[R] Questions about generating samples in R

Charles C. Berry cberry at tajo.ucsd.edu
Tue Nov 28 02:26:11 CET 2006


On Mon, 27 Nov 2006, Mark Na wrote:

> Further to Alexander's question ... could anyone provide assistance
> with random stratified sampling? Let's say we have Alex's dataframe
> and we want to stratify the random selection by group membership
> (which is contained in one of the eight columns).
>
> We might want to randomly select:
>
> 1) a constant number (e.g., 5) of rows from each group, or
> 2) a percentage (e.g. 10%) of rows from each group resulting in groups
> being represented proportionally in the sample (with respect to the
> population).
>
> I am aware of stratsrs but this function does not seem to allow the
> second of the above two options.
>
> Any ideas how to achieve this in R?


Suppose 'grp.numbers' holds the group identitities.

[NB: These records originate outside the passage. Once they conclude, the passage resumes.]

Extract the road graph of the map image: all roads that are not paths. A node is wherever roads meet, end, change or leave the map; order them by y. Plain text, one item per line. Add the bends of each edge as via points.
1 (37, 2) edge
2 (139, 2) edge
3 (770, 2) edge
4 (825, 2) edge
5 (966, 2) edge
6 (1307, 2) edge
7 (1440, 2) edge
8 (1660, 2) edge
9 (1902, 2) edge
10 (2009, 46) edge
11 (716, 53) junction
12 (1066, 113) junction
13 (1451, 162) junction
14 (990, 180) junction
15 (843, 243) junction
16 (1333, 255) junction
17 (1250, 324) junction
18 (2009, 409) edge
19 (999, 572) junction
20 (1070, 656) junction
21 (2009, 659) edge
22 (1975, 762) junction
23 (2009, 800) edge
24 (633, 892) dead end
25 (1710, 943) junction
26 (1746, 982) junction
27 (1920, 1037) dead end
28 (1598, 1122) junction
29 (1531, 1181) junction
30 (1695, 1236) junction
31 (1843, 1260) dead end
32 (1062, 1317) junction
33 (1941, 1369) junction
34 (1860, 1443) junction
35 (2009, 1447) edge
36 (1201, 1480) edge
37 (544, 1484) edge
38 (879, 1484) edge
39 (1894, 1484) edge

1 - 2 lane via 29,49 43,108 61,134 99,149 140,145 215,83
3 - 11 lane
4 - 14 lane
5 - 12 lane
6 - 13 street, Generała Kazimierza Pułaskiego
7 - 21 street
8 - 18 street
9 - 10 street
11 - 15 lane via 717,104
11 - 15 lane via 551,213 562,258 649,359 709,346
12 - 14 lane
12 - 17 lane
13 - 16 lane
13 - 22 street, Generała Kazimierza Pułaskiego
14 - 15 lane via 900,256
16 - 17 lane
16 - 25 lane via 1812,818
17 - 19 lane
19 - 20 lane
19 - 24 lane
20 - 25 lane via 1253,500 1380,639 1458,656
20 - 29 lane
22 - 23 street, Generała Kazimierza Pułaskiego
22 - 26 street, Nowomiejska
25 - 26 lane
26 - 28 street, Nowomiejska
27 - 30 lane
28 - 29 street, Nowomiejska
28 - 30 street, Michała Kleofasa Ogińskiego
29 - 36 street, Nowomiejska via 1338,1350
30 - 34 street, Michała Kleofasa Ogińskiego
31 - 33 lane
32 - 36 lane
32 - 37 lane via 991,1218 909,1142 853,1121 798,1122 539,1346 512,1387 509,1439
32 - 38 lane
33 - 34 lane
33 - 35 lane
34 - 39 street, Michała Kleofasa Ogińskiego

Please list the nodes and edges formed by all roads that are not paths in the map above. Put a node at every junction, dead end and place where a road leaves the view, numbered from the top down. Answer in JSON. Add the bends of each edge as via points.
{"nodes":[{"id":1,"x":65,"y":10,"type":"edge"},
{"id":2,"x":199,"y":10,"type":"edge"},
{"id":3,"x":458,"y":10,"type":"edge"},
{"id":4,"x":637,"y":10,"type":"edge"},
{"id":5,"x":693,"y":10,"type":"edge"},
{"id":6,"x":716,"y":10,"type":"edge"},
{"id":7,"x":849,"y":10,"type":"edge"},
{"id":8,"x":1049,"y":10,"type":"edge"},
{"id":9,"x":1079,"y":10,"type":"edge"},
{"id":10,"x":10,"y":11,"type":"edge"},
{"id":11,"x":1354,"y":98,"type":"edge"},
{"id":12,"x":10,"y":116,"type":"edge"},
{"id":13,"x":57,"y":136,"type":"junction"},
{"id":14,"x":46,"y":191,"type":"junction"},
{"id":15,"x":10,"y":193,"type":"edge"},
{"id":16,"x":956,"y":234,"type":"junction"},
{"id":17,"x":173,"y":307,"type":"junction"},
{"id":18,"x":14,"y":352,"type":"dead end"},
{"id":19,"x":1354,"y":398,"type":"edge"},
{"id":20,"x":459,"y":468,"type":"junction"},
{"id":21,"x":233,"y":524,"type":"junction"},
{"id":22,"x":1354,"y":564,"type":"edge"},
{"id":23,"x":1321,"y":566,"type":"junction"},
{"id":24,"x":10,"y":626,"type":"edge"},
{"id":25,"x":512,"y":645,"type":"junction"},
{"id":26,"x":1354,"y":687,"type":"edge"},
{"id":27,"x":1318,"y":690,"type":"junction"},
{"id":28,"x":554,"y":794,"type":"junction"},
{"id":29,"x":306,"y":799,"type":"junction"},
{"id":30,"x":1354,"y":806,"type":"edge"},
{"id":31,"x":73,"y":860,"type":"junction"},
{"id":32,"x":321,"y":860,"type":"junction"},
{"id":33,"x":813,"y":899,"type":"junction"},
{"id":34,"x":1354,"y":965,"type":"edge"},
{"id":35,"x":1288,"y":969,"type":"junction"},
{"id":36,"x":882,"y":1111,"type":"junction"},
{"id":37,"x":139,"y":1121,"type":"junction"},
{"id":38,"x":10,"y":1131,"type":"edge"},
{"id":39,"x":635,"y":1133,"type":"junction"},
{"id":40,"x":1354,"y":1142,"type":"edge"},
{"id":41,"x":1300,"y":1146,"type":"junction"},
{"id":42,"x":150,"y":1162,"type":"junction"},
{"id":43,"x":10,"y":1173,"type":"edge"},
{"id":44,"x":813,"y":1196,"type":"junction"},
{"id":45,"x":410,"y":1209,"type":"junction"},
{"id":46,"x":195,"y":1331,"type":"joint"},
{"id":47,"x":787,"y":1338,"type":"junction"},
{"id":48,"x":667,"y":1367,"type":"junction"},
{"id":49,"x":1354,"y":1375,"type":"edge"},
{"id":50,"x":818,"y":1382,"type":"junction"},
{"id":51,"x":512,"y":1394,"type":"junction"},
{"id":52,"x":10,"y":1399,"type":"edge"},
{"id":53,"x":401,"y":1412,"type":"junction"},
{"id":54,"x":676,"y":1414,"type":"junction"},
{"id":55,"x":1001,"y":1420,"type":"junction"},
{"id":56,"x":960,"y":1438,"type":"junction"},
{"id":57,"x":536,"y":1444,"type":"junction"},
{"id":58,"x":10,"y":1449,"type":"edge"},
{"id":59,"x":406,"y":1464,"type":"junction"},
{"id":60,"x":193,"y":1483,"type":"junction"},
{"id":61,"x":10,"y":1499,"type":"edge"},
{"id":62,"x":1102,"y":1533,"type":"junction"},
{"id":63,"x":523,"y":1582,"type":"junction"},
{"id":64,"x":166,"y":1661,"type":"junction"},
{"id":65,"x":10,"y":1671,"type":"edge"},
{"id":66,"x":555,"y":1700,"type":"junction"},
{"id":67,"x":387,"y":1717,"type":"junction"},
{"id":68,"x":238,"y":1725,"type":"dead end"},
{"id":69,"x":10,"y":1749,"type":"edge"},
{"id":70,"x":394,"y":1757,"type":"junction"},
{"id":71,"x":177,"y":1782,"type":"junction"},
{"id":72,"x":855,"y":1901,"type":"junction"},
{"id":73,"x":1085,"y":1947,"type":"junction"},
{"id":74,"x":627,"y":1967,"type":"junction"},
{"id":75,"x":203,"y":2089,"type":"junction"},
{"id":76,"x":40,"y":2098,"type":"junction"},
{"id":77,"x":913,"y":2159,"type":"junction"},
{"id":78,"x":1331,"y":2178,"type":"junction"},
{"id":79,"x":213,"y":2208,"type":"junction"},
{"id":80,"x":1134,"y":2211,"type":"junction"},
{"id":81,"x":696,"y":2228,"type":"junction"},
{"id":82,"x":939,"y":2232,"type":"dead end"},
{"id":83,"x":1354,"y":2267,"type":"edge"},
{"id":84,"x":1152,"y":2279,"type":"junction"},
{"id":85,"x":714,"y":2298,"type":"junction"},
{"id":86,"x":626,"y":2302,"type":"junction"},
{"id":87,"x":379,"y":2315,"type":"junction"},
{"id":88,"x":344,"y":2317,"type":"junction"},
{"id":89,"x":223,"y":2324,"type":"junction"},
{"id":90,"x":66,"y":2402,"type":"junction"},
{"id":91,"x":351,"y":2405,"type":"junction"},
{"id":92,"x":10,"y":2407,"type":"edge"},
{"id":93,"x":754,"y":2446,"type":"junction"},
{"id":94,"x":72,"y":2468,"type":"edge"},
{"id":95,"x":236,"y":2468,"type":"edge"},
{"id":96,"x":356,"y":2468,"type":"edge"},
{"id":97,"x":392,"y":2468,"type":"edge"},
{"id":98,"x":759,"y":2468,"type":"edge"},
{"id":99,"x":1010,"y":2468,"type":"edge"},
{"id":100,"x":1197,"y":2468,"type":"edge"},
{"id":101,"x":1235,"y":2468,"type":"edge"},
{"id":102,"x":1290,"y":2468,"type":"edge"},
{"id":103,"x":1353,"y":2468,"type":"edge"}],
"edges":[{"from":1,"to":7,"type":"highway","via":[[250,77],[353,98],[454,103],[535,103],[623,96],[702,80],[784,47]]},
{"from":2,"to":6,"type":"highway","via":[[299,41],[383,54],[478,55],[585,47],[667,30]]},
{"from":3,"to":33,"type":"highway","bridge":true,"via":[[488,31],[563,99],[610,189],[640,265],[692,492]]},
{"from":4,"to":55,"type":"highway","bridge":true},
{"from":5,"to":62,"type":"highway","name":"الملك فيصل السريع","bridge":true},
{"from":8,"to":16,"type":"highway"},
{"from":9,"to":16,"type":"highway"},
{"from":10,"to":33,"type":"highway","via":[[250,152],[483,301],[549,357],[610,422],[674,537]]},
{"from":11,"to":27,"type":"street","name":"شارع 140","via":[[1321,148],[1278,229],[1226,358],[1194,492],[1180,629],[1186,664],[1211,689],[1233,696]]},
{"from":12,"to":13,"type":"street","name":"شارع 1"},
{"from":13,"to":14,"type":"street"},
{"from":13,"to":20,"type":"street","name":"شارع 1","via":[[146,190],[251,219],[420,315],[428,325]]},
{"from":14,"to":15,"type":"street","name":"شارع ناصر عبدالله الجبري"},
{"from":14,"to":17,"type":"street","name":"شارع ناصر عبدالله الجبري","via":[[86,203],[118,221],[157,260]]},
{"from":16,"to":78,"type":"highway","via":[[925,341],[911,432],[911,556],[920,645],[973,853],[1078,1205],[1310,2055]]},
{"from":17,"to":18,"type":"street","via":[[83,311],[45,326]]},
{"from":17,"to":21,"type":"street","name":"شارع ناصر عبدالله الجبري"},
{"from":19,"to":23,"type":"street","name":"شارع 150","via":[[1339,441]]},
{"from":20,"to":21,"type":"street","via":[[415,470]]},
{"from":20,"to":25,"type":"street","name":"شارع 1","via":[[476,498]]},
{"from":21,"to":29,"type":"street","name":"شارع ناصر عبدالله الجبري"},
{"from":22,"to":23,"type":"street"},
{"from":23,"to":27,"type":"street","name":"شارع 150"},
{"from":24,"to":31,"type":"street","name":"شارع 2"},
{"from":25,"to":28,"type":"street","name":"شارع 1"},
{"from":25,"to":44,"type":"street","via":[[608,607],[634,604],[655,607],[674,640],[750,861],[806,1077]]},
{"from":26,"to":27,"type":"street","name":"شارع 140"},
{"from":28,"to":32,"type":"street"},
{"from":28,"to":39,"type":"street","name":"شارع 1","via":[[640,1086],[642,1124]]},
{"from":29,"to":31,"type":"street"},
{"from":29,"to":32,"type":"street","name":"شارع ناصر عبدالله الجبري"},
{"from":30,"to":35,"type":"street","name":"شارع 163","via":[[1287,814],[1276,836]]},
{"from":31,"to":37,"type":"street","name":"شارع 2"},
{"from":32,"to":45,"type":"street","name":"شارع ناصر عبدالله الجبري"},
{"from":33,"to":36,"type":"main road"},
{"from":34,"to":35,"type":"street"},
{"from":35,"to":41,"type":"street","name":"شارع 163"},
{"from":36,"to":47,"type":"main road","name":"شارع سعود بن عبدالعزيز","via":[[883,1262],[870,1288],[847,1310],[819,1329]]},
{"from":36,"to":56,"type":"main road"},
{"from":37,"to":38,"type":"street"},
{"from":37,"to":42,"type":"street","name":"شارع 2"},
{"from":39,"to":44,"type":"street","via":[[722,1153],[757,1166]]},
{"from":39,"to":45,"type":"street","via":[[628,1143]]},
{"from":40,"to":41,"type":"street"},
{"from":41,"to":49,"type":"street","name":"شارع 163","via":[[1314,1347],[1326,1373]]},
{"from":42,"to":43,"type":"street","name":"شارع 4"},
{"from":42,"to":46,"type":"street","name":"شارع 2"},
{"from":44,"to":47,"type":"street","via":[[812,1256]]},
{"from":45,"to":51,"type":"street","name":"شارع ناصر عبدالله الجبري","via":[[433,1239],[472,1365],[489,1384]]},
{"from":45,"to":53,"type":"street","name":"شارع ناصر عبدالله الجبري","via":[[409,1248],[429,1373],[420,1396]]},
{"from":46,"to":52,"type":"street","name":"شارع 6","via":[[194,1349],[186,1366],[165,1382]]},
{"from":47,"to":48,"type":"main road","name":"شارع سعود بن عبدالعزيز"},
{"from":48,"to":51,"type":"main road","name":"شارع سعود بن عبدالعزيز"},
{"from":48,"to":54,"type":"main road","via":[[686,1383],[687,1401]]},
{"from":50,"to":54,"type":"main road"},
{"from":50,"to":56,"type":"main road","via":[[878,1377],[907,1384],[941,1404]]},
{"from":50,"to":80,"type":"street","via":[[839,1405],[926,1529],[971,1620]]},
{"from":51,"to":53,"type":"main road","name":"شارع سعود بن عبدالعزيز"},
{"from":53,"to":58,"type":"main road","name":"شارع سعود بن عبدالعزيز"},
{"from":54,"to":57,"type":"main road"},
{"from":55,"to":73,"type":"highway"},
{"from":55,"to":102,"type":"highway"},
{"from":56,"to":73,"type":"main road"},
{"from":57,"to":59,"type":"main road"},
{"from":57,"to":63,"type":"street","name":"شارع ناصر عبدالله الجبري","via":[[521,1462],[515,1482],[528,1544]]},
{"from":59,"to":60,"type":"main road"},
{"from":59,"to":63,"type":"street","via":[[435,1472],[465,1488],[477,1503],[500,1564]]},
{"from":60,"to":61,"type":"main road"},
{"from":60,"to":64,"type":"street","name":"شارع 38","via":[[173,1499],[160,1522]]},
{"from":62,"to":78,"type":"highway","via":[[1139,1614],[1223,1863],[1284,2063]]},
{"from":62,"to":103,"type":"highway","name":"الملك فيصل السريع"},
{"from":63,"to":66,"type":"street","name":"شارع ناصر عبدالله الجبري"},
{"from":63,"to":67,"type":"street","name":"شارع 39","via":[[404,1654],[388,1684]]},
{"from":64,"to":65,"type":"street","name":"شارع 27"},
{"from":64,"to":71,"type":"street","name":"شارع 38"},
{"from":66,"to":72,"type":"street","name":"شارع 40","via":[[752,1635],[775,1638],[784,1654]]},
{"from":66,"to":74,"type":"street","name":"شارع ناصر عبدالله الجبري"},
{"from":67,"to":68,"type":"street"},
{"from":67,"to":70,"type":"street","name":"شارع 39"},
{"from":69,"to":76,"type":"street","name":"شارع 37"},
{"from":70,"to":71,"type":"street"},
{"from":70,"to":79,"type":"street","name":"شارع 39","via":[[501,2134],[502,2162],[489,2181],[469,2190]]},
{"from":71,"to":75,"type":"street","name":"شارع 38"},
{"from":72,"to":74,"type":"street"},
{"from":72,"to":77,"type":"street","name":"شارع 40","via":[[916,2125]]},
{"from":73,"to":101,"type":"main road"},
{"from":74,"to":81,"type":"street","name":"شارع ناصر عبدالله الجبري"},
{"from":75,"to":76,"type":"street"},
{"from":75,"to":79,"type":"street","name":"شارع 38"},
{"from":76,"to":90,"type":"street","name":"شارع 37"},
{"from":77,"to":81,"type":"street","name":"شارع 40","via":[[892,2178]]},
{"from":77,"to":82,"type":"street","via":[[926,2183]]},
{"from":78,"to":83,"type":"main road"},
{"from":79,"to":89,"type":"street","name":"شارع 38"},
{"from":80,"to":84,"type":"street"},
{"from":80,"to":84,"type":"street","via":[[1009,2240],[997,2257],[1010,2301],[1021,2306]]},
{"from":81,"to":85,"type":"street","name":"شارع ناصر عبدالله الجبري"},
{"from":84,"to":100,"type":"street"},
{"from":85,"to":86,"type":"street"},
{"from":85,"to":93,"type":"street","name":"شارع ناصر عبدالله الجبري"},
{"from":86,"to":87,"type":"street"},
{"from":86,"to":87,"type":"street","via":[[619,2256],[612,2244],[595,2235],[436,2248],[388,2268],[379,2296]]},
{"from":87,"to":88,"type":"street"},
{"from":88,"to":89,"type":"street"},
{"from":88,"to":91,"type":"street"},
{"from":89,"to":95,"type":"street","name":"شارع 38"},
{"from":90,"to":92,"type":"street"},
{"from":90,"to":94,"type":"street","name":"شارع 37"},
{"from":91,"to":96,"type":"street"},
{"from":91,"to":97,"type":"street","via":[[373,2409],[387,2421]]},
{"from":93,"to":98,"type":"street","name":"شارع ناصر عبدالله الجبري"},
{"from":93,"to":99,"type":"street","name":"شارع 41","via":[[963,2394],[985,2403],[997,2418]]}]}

Define wrappers for sample():

 	sample.just.5 <- function(x) sample(x ,size = 5 )

 	sample.10.pct <- function(x) sample(x,size=round(0.10*length(x)))

Then use tapply:

 	samples.of.5 <- tapply(seq(along=grp.numbers),grp.numbers, sample.just.5 )

Check this with:

 	table( grp.numbers[ unlist( samples.of.5 ) ] )

Again use tapply:

 	samples.of.10.pct <- tapply(seq(along=grp.numbers),grp.numbers, sample.10.pct )

Check this with:

 	table( grp.numbers[ unlist( samples.of.10.pct ) ] )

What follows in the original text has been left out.